Did an education trust discriminate against a teacher on the ground of age by replacing her with a less experienced teacher? 'No' ruled the EAT

The following case report is included in November's Employment Law Bulletin, published online by Wrigleys every month and available free to email subscribers. Please register via the box below to receive your free email copy and notifications of our employment law events.

Case Report

A finding of unfair dismissal by the employment tribunal was upheld by the EAT, but a finding of indirect age discrimination was overturned as no discriminatory practice had been established by the Claimant.

In order for indirect discrimination to be made out, the claimant must first prove the existence of a provision, criterion or practice (PCP). Once this is established, the claimant must then show: that the PCP was applied to people not sharing the protected characteristic of the claimant; that the PCP put people sharing the claimant's protected characteristic at a particular disadvantage; and that the claimant suffered that particular disadvantage. Should the claimant be able to show this, the burden of proof will then shift to the respondent to show that the PCP was a proportionate means of achieving a legitimate aim.

Ms Dippenaar was a 39 year old teacher of Physical Education with 13 years' teaching experience. Her teaching was highly rated in both internal and external evaluations and there were no concerns about the performance of pupils in her charge. This changed after the appointment of a new Head of Faculty / Director of Learning who evaluated Ms Dippenaar as a poorly performing teacher. Feeling that she was being "managed out", Ms Dippenaar offered to leave and the headteacher agreed that a fair reference would be provided but this agreement was not honoured by the headteacher.

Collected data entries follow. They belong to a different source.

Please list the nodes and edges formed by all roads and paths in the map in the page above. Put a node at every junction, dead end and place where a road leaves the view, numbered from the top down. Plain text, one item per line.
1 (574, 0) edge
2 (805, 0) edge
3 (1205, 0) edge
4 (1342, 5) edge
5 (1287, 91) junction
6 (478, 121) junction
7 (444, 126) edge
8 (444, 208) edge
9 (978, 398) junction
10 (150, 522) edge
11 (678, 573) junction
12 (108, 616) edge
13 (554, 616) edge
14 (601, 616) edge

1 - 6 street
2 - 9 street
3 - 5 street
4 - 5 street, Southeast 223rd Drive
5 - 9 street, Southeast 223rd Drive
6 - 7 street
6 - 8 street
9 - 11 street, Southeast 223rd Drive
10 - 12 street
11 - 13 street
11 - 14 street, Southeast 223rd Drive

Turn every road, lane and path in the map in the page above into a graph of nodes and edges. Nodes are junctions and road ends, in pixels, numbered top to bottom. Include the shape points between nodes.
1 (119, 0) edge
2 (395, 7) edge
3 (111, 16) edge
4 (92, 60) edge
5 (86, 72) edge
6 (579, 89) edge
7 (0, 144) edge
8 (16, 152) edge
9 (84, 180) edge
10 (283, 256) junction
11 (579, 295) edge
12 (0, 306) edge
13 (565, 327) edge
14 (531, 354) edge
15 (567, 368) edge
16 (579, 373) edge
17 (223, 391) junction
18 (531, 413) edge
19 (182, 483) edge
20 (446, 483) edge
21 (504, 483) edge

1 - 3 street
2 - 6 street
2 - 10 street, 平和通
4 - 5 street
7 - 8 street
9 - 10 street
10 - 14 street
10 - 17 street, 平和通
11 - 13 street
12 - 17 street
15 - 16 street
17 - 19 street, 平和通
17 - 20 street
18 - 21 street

Ms Dippenaar brought a claim for unfair dismissal. She argued that she had been constructively dismissed and discriminated against on the ground of age as the school had pushed her out with a view to replacing her with a younger and less expensive teacher.

The employment tribunal found that the claimant had been unfairly dismissed. It determined that the employer had committed a repudiatory breach of contract by subjecting the claimant to an unjustified capability process and reneging on a promise to provide a fair reference. The tribunal was of the view that Ms Dippenaar had resigned as a consequence of this breach of the implied obligation of trust and confidence.

The tribunal determined that direct discrimination could not be made out as it was the claimant's case that she had been dismissed because she was at the top of the teacher's pay scale and not directly because of her age. It found, however, that the claimant had been indirectly discriminated against on the ground of age.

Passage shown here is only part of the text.